Al correr tropecé con una mesita donde reposaba una lámpara de kerosene que encendía todas las noches para sentir mas acogedora la estancia; se derramó el líquido y el incendio comenzó voraz alimentado por el combustible material que ahí se hallaba. Lo último que alcancé a ver fue a los personajes trepando a los anaqueles, penetrando en los libros que serían luego pasto de las llamas. Recuerdo haber escuchado   alaridos sobrecogedores, pero no sé si en realidad era yo el que gritaba.

Cuando desperté en el hospital con quemaduras en todo el cuerpo, Patricia me anotició* que “sólo” se había quemado la biblioteca (y debo reconocer que ese “solo” que sabía a gloria dadas  las circunstancias, me resultaba por otra parte tremebundo pues había perdido algunas obras que me resultaron difíciles de encontrar, entre otras “La Tierra Cárdena”, de H.W.Hudson y un tomito que estaba siendo objeto de estudio, el “Manual de la Lengua Pampa” de Federico Barbará), y todavía tengo la duda si lo que aconteció fue tal como yo lo percibí, o estuve soñando antes del incendio o si fueron delirios de mi imaginación cuando estaba postrado y con fiebre alta en la cama del hospital.

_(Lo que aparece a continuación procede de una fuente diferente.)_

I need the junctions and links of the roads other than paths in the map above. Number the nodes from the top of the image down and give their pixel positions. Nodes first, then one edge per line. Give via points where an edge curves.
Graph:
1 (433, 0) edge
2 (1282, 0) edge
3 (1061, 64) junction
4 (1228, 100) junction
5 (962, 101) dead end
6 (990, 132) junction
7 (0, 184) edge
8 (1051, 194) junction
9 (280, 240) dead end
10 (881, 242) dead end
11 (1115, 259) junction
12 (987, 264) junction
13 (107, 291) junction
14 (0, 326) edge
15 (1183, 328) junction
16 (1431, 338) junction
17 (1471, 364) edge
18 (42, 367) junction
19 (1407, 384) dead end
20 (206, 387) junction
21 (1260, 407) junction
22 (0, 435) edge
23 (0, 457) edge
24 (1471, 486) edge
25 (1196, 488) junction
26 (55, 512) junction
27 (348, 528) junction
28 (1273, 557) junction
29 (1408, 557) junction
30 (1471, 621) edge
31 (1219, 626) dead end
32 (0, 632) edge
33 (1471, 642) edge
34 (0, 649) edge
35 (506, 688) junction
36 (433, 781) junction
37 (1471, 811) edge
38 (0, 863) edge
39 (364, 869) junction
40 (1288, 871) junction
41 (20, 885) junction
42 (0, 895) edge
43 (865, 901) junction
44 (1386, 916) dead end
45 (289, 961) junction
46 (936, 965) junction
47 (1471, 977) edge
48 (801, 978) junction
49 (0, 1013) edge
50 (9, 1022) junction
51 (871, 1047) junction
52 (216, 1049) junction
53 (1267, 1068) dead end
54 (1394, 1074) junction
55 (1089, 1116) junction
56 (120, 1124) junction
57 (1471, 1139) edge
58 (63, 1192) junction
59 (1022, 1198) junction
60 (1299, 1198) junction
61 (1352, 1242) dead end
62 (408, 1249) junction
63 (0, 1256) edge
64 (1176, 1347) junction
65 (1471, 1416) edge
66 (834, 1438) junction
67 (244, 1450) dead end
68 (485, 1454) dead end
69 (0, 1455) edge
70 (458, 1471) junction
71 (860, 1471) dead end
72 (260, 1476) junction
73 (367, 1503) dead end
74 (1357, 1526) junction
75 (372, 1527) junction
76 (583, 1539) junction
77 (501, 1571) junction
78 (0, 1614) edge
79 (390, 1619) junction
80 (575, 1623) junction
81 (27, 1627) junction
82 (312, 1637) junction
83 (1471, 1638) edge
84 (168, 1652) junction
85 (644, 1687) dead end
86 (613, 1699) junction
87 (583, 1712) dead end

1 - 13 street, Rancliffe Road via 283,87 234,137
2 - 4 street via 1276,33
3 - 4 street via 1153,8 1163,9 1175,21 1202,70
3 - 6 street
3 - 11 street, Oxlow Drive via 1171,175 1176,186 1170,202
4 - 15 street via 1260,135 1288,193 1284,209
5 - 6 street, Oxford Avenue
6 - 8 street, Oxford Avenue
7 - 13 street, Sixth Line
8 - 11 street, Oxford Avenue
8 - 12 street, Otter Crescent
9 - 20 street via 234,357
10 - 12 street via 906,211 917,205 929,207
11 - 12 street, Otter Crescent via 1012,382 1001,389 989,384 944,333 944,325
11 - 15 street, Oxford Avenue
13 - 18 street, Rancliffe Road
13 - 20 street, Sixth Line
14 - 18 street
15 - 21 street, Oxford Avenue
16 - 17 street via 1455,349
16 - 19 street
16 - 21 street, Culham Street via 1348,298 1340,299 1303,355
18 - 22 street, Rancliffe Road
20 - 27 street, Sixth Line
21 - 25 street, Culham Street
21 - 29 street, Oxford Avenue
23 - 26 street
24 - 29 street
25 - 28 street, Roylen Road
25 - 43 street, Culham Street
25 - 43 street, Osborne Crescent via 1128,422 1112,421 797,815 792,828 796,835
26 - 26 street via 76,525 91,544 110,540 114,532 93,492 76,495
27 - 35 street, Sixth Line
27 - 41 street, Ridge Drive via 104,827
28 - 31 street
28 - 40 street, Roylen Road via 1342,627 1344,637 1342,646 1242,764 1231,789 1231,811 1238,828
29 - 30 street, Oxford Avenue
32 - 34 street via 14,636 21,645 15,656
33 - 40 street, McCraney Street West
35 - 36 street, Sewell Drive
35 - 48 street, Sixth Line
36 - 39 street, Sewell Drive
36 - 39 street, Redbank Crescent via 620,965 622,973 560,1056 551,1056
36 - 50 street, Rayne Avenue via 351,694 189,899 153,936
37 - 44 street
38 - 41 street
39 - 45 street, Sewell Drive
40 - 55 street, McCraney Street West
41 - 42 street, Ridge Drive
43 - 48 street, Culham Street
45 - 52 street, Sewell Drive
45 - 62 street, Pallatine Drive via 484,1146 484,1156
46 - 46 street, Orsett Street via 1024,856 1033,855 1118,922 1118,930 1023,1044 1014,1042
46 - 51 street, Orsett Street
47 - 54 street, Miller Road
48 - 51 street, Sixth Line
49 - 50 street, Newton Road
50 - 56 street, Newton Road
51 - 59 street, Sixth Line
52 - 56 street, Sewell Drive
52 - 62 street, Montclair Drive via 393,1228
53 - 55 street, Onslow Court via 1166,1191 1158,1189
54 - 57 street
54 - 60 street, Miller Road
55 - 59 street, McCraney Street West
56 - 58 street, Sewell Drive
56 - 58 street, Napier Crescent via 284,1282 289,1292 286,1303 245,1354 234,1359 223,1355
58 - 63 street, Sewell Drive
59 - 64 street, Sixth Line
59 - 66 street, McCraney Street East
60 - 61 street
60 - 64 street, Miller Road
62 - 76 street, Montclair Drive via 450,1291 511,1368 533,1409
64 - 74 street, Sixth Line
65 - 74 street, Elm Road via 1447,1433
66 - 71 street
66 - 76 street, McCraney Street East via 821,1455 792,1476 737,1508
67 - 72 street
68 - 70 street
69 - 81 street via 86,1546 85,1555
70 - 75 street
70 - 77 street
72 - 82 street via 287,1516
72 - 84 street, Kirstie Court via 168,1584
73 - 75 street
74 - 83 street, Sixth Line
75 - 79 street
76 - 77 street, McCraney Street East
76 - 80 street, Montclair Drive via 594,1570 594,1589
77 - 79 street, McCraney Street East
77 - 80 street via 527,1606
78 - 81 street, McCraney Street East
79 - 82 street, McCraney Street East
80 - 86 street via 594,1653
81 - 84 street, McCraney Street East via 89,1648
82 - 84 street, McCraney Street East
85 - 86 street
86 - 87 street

Ahora, miro a través del ventanal con rejas y veo la gente que pasa caminando por la calle –según me dijo la enfermera se trata de la calle Vieytes**-  algunos apresurados, otros detienen su marcha y observan con curiosidad hacia el hospital; eso no lo entiendo, porqué se detienen a mirar con curiosidad. Y otra cosa que no entiendo es porqué me mantienen con esta camisa, atada con dos tiras por la espalda que me impiden el movimiento de mis brazos.


CÉSAR J. TAMBORINI DUCA – León, España

MIEMBRO HONORÍFICO DE ASOLAPO ARGENTINA

Académico Correspondiente para León

Academia Porteña del Lunfardo

*”anotició”: manera coloquial de expresarse el hombre de campo en la Argentina que resulta contradictoria, pues el prefijo “a” de raíz griega denota negación a la palabra a la cual va unida, por lo que etimológicamente significa “no dar la noticia”, cuando en realidad se está diciendo lo contrario.

**Vieytes: calle de Buenos Aires donde se encuentra el principal instituto para enfermos mentales de la Argentina.